Les yeux bleus ont un grand inconvénient : on s'arrête souvent à leur surface — leur beauté nous aveugle. Il faut du temps et de l'attention pour crever cette surface réfléchissante.
Je n'ai pas assez regardé tes yeux. J'ai regardé ton ventre (ah, ton ventre…), j'ai regardé tes pieds, j'ai regardé tes mains, j'ai regardé ta bouche, j'ai regardé ton sexe, j'ai regardé tes cuisses, j'ai regardé ton cul, avec attention, je crois, et amour, et désir, et timidité, et j'ai vu tes yeux regarder, et me regarder, mais je ne les ai pas assez regardés pour eux-mêmes.

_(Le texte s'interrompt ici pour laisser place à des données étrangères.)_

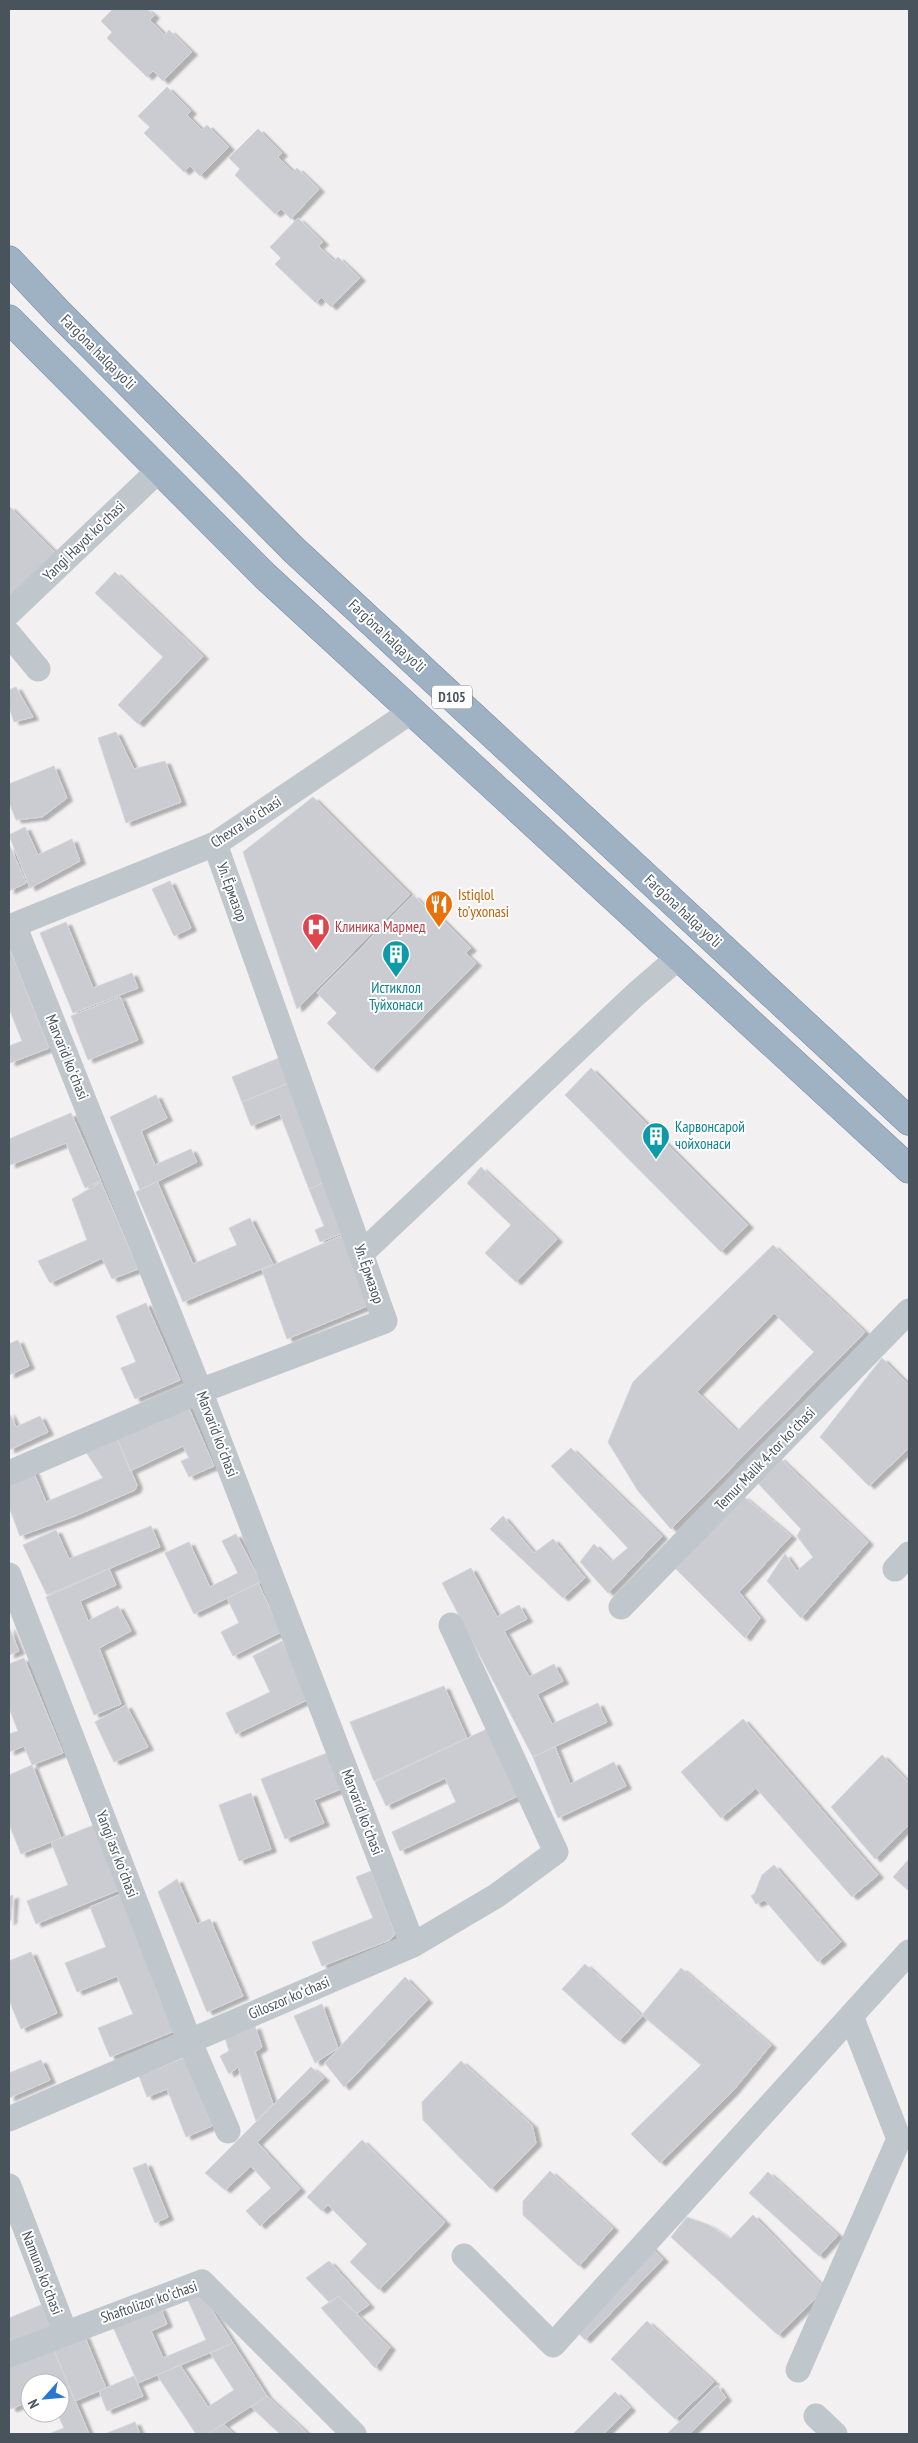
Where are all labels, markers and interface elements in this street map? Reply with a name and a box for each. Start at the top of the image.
street label: Farg‘ona halqa yo‘li [57,310,140,393]
street label: Yangi Hayot koʻchasi [39,497,129,585]
street label: Farg‘ona halqa yo‘li [345,595,430,676]
road number: D105 [432,686,472,709]
street label: Chexra koʻchasi [207,792,285,852]
street label: Ул. Ёрмазор [213,860,252,924]
street label: Farg‘ona halqa yo‘li [641,870,726,951]
place label: Istiqlol to’yxonasi [458,885,509,921]
restaurant icon: Istiqlol to’yxonasi [424,889,454,928]
hospital icon: Клиника Мармед [301,912,331,951]
place label: Клиника Мармед [335,917,426,936]
building icon: Истиклол Туйхонаси [381,939,411,978]
place label: Истиклол Туйхонаси [369,978,423,1014]
street label: Marvarid koʻchasi [42,1011,93,1102]
place label: Карвонсарой чойхонаси [675,1117,745,1153]
building icon: Карвонсарой чойхонаси [641,1121,671,1160]
street label: Ул. Ёрмазор [350,1242,388,1306]
street label: Marvarid koʻchasi [192,1388,243,1479]
street label: Temur Malik 4-tor koʻchasi [710,1403,819,1514]
street label: Marvarid koʻchasi [337,1766,388,1857]
street label: Yangi asr koʻchasi [92,1808,143,1900]
street label: Giloszor koʻchasi [245,1972,332,2023]
street label: Namuna koʻchasi [18,2228,67,2317]
street label: Shaftolizor koʻchasi [98,2276,200,2327]
north arrow [20,2373,70,2423]
text: N [24,2396,43,2411]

Les yeux sont la première chose qu'on voit, du visage et du corps d'un être aimé, ils sont toujours là, toujours présents, toujours actifs, car ils nous regardent, mais nous ne les regardons pas assez pour eux-mêmes, parce qu'il est difficile de regarder quelque chose qui nous voit. Les yeux sont en avance sur le corps qui les porte, ils entrent en nous avant que les nôtres se portent à la rencontre de celui qui nous saisit. Qui voit le premier a l'avantage et éblouit l'autre : c'est comme d'avoir les blancs aux échecs. (Nous ne voyons le plus souvent dans les yeux de l'aimé que l'amour que nous cherchons en vain en nous-mêmes.)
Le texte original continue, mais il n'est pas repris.